#### RECORDS FOR THIS EXERCISE:
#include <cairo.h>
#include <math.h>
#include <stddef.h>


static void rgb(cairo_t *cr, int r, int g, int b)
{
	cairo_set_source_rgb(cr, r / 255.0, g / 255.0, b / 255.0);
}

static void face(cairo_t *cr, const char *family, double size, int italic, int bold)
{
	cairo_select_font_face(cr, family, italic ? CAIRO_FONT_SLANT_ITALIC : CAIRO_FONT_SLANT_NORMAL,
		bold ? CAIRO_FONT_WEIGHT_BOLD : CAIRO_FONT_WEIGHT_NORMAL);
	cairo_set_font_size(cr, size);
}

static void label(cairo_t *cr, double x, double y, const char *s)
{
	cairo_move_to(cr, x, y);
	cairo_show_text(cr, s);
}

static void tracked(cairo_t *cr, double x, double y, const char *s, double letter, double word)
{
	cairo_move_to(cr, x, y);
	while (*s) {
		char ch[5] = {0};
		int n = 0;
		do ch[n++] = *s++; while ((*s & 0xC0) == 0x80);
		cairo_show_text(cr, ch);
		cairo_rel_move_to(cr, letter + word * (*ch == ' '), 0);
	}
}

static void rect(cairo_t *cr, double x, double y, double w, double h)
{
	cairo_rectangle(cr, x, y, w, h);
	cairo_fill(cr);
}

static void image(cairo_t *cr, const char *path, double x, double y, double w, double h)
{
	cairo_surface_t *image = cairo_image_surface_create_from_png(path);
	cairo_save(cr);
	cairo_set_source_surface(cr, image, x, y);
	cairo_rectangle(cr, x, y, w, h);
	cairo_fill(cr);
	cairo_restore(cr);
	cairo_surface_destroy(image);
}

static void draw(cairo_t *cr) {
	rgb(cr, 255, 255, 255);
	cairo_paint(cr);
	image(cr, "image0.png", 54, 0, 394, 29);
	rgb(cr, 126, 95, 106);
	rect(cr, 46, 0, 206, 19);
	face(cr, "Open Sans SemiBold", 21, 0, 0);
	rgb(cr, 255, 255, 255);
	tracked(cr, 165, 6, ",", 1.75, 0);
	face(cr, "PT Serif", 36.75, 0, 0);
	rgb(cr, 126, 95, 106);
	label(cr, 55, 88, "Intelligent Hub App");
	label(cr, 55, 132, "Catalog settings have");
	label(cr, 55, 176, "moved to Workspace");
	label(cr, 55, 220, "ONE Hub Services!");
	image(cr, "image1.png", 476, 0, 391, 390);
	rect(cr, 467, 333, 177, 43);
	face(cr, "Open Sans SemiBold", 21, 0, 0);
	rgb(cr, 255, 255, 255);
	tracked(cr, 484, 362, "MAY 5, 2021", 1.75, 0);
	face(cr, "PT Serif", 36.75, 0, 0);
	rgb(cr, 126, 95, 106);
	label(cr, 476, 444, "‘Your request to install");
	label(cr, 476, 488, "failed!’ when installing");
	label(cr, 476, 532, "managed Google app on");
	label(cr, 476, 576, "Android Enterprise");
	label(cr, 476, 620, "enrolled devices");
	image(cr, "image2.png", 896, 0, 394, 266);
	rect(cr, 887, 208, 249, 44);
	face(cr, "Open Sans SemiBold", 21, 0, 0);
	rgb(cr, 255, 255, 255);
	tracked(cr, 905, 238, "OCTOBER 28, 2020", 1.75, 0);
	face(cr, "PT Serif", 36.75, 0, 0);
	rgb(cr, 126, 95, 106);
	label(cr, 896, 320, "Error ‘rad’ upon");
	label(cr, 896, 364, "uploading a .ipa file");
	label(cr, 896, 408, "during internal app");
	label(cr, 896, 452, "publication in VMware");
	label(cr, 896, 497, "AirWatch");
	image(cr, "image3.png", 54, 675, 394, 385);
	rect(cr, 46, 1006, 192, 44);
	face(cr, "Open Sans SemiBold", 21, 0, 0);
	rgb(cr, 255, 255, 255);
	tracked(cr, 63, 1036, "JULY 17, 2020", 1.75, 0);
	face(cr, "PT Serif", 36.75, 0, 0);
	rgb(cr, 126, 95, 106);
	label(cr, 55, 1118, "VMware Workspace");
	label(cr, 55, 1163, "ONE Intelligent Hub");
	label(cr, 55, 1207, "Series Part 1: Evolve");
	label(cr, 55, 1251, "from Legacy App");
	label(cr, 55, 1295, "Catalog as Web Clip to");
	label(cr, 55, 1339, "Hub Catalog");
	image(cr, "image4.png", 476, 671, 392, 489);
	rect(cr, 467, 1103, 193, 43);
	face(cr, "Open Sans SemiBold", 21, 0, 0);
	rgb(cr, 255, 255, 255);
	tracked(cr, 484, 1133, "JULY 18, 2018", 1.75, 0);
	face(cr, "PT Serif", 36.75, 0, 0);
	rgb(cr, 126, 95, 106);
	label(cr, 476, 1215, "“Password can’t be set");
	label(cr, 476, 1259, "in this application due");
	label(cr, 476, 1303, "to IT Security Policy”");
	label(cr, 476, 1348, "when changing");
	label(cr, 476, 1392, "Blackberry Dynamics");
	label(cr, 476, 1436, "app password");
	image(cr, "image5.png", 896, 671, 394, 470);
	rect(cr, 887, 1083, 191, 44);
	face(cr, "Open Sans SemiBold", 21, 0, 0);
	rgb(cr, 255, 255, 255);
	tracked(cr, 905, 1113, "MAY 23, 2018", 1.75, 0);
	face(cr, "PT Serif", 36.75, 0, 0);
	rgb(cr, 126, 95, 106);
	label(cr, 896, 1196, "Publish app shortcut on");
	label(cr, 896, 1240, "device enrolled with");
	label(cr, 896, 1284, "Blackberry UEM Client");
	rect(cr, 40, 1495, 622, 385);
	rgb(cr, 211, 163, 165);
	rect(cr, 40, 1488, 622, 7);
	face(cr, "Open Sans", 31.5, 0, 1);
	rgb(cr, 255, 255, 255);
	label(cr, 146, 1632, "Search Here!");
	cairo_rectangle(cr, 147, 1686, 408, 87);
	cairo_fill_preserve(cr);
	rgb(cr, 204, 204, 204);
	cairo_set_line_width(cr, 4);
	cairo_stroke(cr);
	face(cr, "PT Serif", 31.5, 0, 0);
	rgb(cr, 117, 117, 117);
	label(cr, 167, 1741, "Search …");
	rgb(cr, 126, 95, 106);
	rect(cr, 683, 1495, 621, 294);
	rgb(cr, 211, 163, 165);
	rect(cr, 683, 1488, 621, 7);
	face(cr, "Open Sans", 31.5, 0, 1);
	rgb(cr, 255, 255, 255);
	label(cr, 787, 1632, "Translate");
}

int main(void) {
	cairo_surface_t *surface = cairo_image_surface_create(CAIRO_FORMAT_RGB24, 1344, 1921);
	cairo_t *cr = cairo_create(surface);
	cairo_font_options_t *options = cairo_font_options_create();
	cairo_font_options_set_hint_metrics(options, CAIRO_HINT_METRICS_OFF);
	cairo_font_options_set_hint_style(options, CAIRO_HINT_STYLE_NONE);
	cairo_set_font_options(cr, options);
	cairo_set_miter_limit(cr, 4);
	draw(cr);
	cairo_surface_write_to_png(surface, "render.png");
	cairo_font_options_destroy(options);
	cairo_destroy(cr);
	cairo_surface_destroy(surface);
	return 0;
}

#### TASK TO CARRY OUT:
Word for word, output the lines of the data from its first line through the line where "cairo_show_text(cr, ch);" appears, and stop there.

#### ANSWER TO THE PROBLEM:
#include <cairo.h>
#include <math.h>
#include <stddef.h>


static void rgb(cairo_t *cr, int r, int g, int b)
{
	cairo_set_source_rgb(cr, r / 255.0, g / 255.0, b / 255.0);
}

static void face(cairo_t *cr, const char *family, double size, int italic, int bold)
{
	cairo_select_font_face(cr, family, italic ? CAIRO_FONT_SLANT_ITALIC : CAIRO_FONT_SLANT_NORMAL,
		bold ? CAIRO_FONT_WEIGHT_BOLD : CAIRO_FONT_WEIGHT_NORMAL);
	cairo_set_font_size(cr, size);
}

static void label(cairo_t *cr, double x, double y, const char *s)
{
	cairo_move_to(cr, x, y);
	cairo_show_text(cr, s);
}

static void tracked(cairo_t *cr, double x, double y, const char *s, double letter, double word)
{
	cairo_move_to(cr, x, y);
	while (*s) {
		char ch[5] = {0};
		int n = 0;
		do ch[n++] = *s++; while ((*s & 0xC0) == 0x80);
		cairo_show_text(cr, ch);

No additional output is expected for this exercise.